# DATASET EXCERPTS
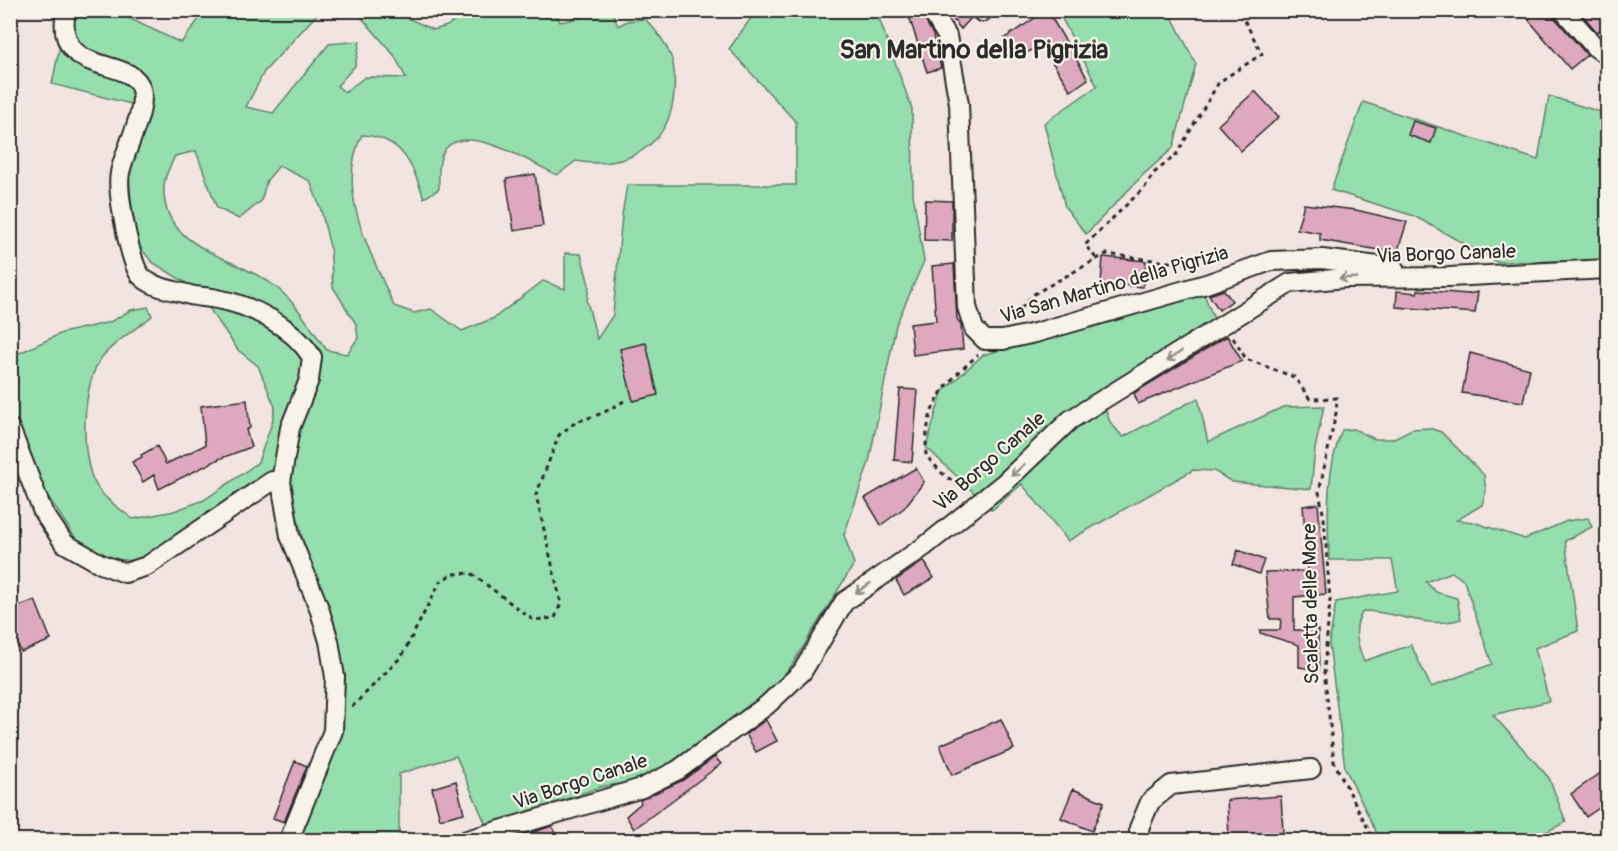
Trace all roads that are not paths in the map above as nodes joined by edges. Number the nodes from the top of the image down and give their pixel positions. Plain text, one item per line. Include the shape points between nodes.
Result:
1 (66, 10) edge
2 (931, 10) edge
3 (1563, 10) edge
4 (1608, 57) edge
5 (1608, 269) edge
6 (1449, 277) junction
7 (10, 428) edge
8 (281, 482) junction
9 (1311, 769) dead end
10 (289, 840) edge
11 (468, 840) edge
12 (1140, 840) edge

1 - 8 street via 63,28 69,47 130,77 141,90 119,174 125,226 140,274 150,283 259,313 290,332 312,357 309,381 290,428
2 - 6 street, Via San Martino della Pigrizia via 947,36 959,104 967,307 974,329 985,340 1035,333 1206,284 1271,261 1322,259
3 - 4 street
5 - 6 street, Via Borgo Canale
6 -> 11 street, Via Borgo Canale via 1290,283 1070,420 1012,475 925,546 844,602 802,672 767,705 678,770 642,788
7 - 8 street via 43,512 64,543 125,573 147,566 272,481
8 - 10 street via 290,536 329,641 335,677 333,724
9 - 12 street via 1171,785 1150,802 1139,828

# WORK REQUIRED
The listing above should be transcribed word for word, with its pictures left out.

# EXPECTED OUTPUT
Trace all roads that are not paths in the map above as nodes joined by edges. Number the nodes from the top of the image down and give their pixel positions. Plain text, one item per line. Include the shape points between nodes.
Result:
1 (66, 10) edge
2 (931, 10) edge
3 (1563, 10) edge
4 (1608, 57) edge
5 (1608, 269) edge
6 (1449, 277) junction
7 (10, 428) edge
8 (281, 482) junction
9 (1311, 769) dead end
10 (289, 840) edge
11 (468, 840) edge
12 (1140, 840) edge

1 - 8 street via 63,28 69,47 130,77 141,90 119,174 125,226 140,274 150,283 259,313 290,332 312,357 309,381 290,428
2 - 6 street, Via San Martino della Pigrizia via 947,36 959,104 967,307 974,329 985,340 1035,333 1206,284 1271,261 1322,259
3 - 4 street
5 - 6 street, Via Borgo Canale
6 -> 11 street, Via Borgo Canale via 1290,283 1070,420 1012,475 925,546 844,602 802,672 767,705 678,770 642,788
7 - 8 street via 43,512 64,543 125,573 147,566 272,481
8 - 10 street via 290,536 329,641 335,677 333,724
9 - 12 street via 1171,785 1150,802 1139,828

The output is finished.